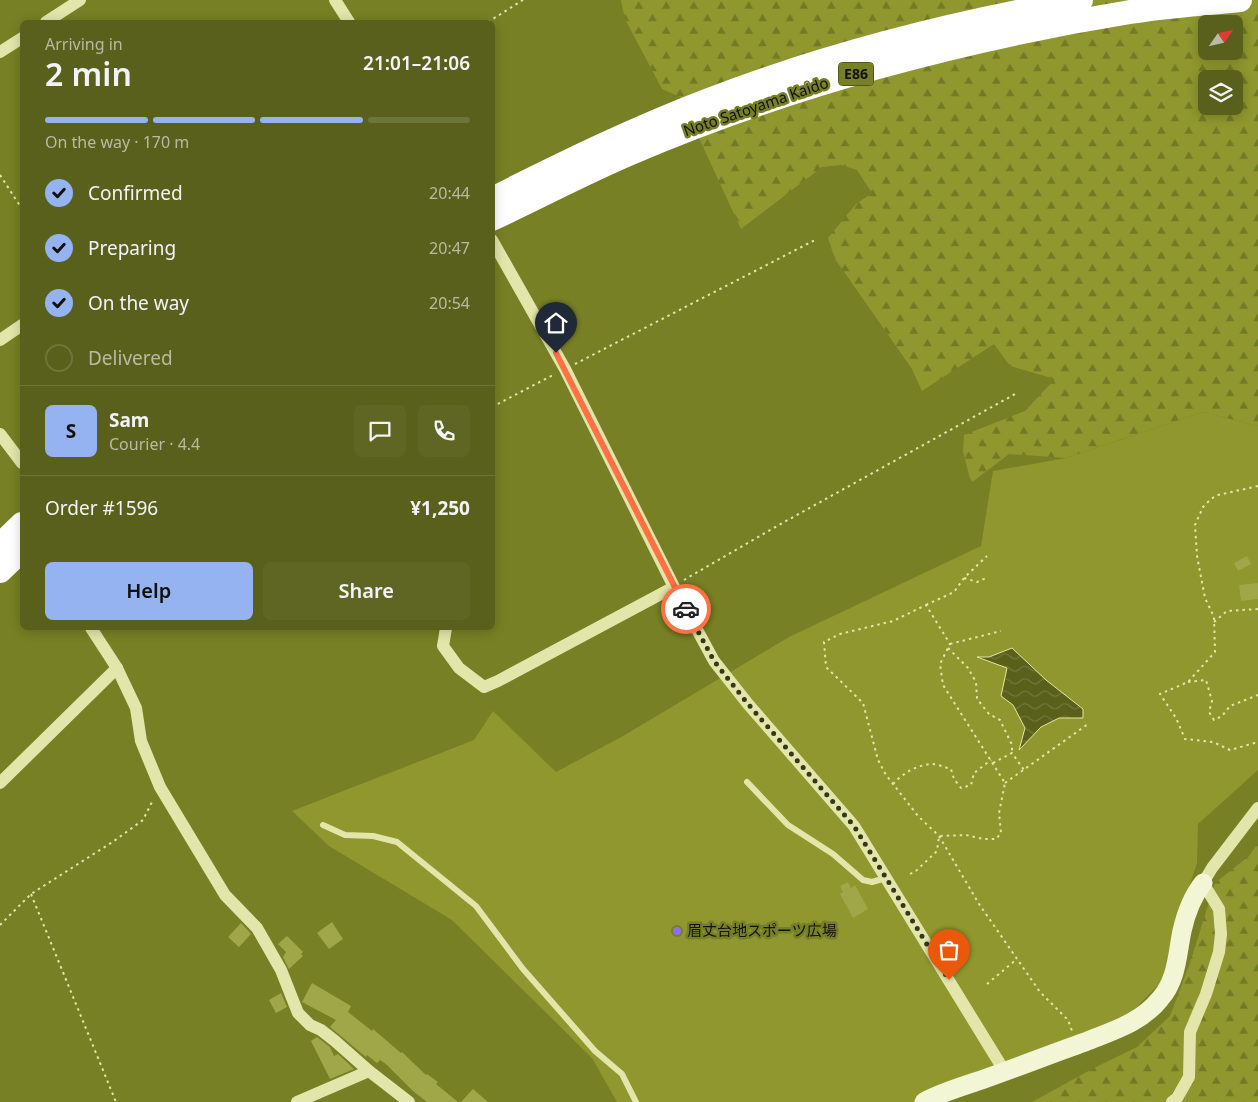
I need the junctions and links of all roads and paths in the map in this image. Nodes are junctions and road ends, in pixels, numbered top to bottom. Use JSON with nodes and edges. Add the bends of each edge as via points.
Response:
{"nodes":[{"id":1,"x":80,"y":0,"type":"edge"},
{"id":2,"x":335,"y":0,"type":"edge"},
{"id":3,"x":523,"y":0,"type":"edge"},
{"id":4,"x":1081,"y":0,"type":"edge"},
{"id":5,"x":1240,"y":0,"type":"edge"},
{"id":6,"x":49,"y":20,"type":"edge"},
{"id":7,"x":348,"y":20,"type":"edge"},
{"id":8,"x":491,"y":20,"type":"edge"},
{"id":9,"x":20,"y":39,"type":"edge"},
{"id":10,"x":0,"y":52,"type":"edge"},
{"id":11,"x":0,"y":175,"type":"edge"},
{"id":12,"x":495,"y":198,"type":"edge"},
{"id":13,"x":20,"y":206,"type":"edge"},
{"id":14,"x":495,"y":218,"type":"edge"},
{"id":15,"x":815,"y":240,"type":"dead end"},
{"id":16,"x":495,"y":245,"type":"edge"},
{"id":17,"x":20,"y":327,"type":"edge"},
{"id":18,"x":0,"y":340,"type":"edge"},
{"id":19,"x":565,"y":369,"type":"junction"},
{"id":20,"x":1017,"y":393,"type":"dead end"},
{"id":21,"x":495,"y":405,"type":"edge"},
{"id":22,"x":0,"y":434,"type":"edge"},
{"id":23,"x":20,"y":460,"type":"edge"},
{"id":24,"x":1258,"y":486,"type":"edge"},
{"id":25,"x":20,"y":526,"type":"edge"},
{"id":26,"x":0,"y":544,"type":"edge"},
{"id":27,"x":20,"y":552,"type":"edge"},
{"id":28,"x":987,"y":556,"type":"dead end"},
{"id":29,"x":0,"y":571,"type":"edge"},
{"id":30,"x":964,"y":578,"type":"junction"},
{"id":31,"x":986,"y":578,"type":"dead end"},
{"id":32,"x":674,"y":587,"type":"junction"},
{"id":33,"x":926,"y":605,"type":"junction"},
{"id":34,"x":1258,"y":609,"type":"edge"},
{"id":35,"x":1214,"y":622,"type":"junction"},
{"id":36,"x":91,"y":630,"type":"edge"},
{"id":37,"x":446,"y":630,"type":"edge"},
{"id":38,"x":1001,"y":631,"type":"dead end"},
{"id":39,"x":950,"y":644,"type":"junction"},
{"id":40,"x":948,"y":648,"type":"junction"},
{"id":41,"x":117,"y":668,"type":"junction"},
{"id":42,"x":1188,"y":682,"type":"junction"},
{"id":43,"x":1258,"y":695,"type":"edge"},
{"id":44,"x":1088,"y":724,"type":"dead end"},
{"id":45,"x":1258,"y":742,"type":"edge"},
{"id":46,"x":1012,"y":753,"type":"junction"},
{"id":47,"x":991,"y":760,"type":"junction"},
{"id":48,"x":993,"y":763,"type":"junction"},
{"id":49,"x":1024,"y":770,"type":"junction"},
{"id":50,"x":747,"y":782,"type":"dead end"},
{"id":51,"x":0,"y":783,"type":"edge"},
{"id":52,"x":1005,"y":783,"type":"junction"},
{"id":53,"x":894,"y":784,"type":"junction"},
{"id":54,"x":160,"y":787,"type":"junction"},
{"id":55,"x":1258,"y":808,"type":"edge"},
{"id":56,"x":323,"y":825,"type":"dead end"},
{"id":57,"x":939,"y":836,"type":"junction"},
{"id":58,"x":910,"y":874,"type":"dead end"},
{"id":59,"x":886,"y":878,"type":"junction"},
{"id":60,"x":1203,"y":882,"type":"junction"},
{"id":61,"x":30,"y":894,"type":"junction"},
{"id":62,"x":0,"y":925,"type":"edge"},
{"id":63,"x":1017,"y":959,"type":"junction"},
{"id":64,"x":987,"y":984,"type":"dead end"},
{"id":65,"x":1076,"y":1045,"type":"junction"},
{"id":66,"x":369,"y":1071,"type":"junction"},
{"id":67,"x":1005,"y":1072,"type":"junction"},
{"id":68,"x":116,"y":1102,"type":"edge"},
{"id":69,"x":297,"y":1102,"type":"edge"},
{"id":70,"x":409,"y":1102,"type":"edge"},
{"id":71,"x":636,"y":1102,"type":"edge"},
{"id":72,"x":924,"y":1102,"type":"edge"},
{"id":73,"x":1172,"y":1102,"type":"edge"}],
"edges":[{"from":1,"to":6,"type":"street"},
{"from":2,"to":7,"type":"street"},
{"from":3,"to":8,"type":"path"},
{"from":4,"to":12,"type":"highway","name":"Noto Satoyama Kaido","number":"E86","via":[[1018,11],[814,63],[632,131]]},
{"from":5,"to":14,"type":"highway","name":"Noto Satoyama Kaido","number":"E86","via":[[1131,12],[1023,32],[820,84],[631,153]]},
{"from":9,"to":10,"type":"street"},
{"from":11,"to":13,"type":"path"},
{"from":15,"to":19,"type":"path"},
{"from":16,"to":19,"type":"street"},
{"from":17,"to":18,"type":"street"},
{"from":19,"to":21,"type":"path"},
{"from":19,"to":32,"type":"street"},
{"from":20,"to":32,"type":"path"},
{"from":22,"to":23,"type":"street"},
{"from":24,"to":35,"type":"path","via":[[1211,499],[1202,507],[1195,525],[1196,556]]},
{"from":25,"to":26,"type":"highway"},
{"from":27,"to":29,"type":"highway"},
{"from":28,"to":30,"type":"path"},
{"from":30,"to":31,"type":"path","via":[[978,582]]},
{"from":30,"to":33,"type":"path","via":[[954,592]]},
{"from":32,"to":37,"type":"street","via":[[484,687],[459,668],[443,646]]},
{"from":32,"to":59,"type":"street","via":[[714,661],[854,826]]},
{"from":33,"to":39,"type":"path"},
{"from":33,"to":53,"type":"path","via":[[894,621],[840,634],[824,642],[826,667],[863,703],[878,760]]},
{"from":34,"to":35,"type":"path","via":[[1227,611]]},
{"from":35,"to":42,"type":"path","via":[[1215,652]]},
{"from":36,"to":41,"type":"street"},
{"from":38,"to":39,"type":"path"},
{"from":39,"to":40,"type":"path"},
{"from":40,"to":46,"type":"path","via":[[968,668],[976,682],[977,698],[981,704],[1000,720],[1012,745]]},
{"from":40,"to":47,"type":"path","via":[[940,664],[943,685]]},
{"from":41,"to":51,"type":"street"},
{"from":41,"to":54,"type":"street","via":[[136,708],[141,741]]},
{"from":42,"to":43,"type":"path","via":[[1206,680],[1212,702],[1209,712],[1214,720],[1230,706]]},
{"from":42,"to":45,"type":"path","via":[[1160,694],[1176,718],[1185,740],[1213,742],[1230,750]]},
{"from":44,"to":49,"type":"path"},
{"from":46,"to":48,"type":"path"},
{"from":46,"to":49,"type":"path"},
{"from":47,"to":48,"type":"path"},
{"from":47,"to":53,"type":"path","via":[[974,773],[971,785],[961,788],[952,769],[933,764],[913,769],[900,776]]},
{"from":48,"to":52,"type":"path"},
{"from":49,"to":52,"type":"path"},
{"from":50,"to":59,"type":"lane","via":[[788,825],[833,854],[864,880],[872,882]]},
{"from":52,"to":57,"type":"path","via":[[999,813],[1001,833],[996,839]]},
{"from":53,"to":57,"type":"path","via":[[918,816]]},
{"from":54,"to":61,"type":"path","via":[[143,820]]},
{"from":54,"to":66,"type":"street","via":[[225,895],[256,928],[281,970],[298,1013]]},
{"from":55,"to":60,"type":"street"},
{"from":56,"to":71,"type":"lane","via":[[346,835],[373,836],[397,842],[476,906],[523,969],[595,1051],[622,1074]]},
{"from":57,"to":58,"type":"path","via":[[937,851]]},
{"from":57,"to":63,"type":"path","via":[[979,904]]},
{"from":59,"to":67,"type":"street"},
{"from":60,"to":65,"type":"street","via":[[1188,908],[1177,962],[1161,999],[1135,1022]]},
{"from":60,"to":73,"type":"street","via":[[1219,909],[1219,952],[1190,1032],[1189,1077]]},
{"from":61,"to":62,"type":"path"},
{"from":61,"to":68,"type":"path"},
{"from":63,"to":64,"type":"path"},
{"from":63,"to":65,"type":"path","via":[[1040,992],[1068,1020]]},
{"from":65,"to":67,"type":"street"},
{"from":66,"to":69,"type":"street"},
{"from":66,"to":70,"type":"street"},
{"from":67,"to":72,"type":"street"}]}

________________

- **REQUIREMENT**: Look through the entries and return each line that has the word "Satoyama" in it.

- **SOLUTION TO THIS EXERCISE**:
{"from":4,"to":12,"type":"highway","name":"Noto Satoyama Kaido","number":"E86","via":[[1018,11],[814,63],[632,131]]},
{"from":5,"to":14,"type":"highway","name":"Noto Satoyama Kaido","number":"E86","via":[[1131,12],[1023,32],[820,84],[631,153]]},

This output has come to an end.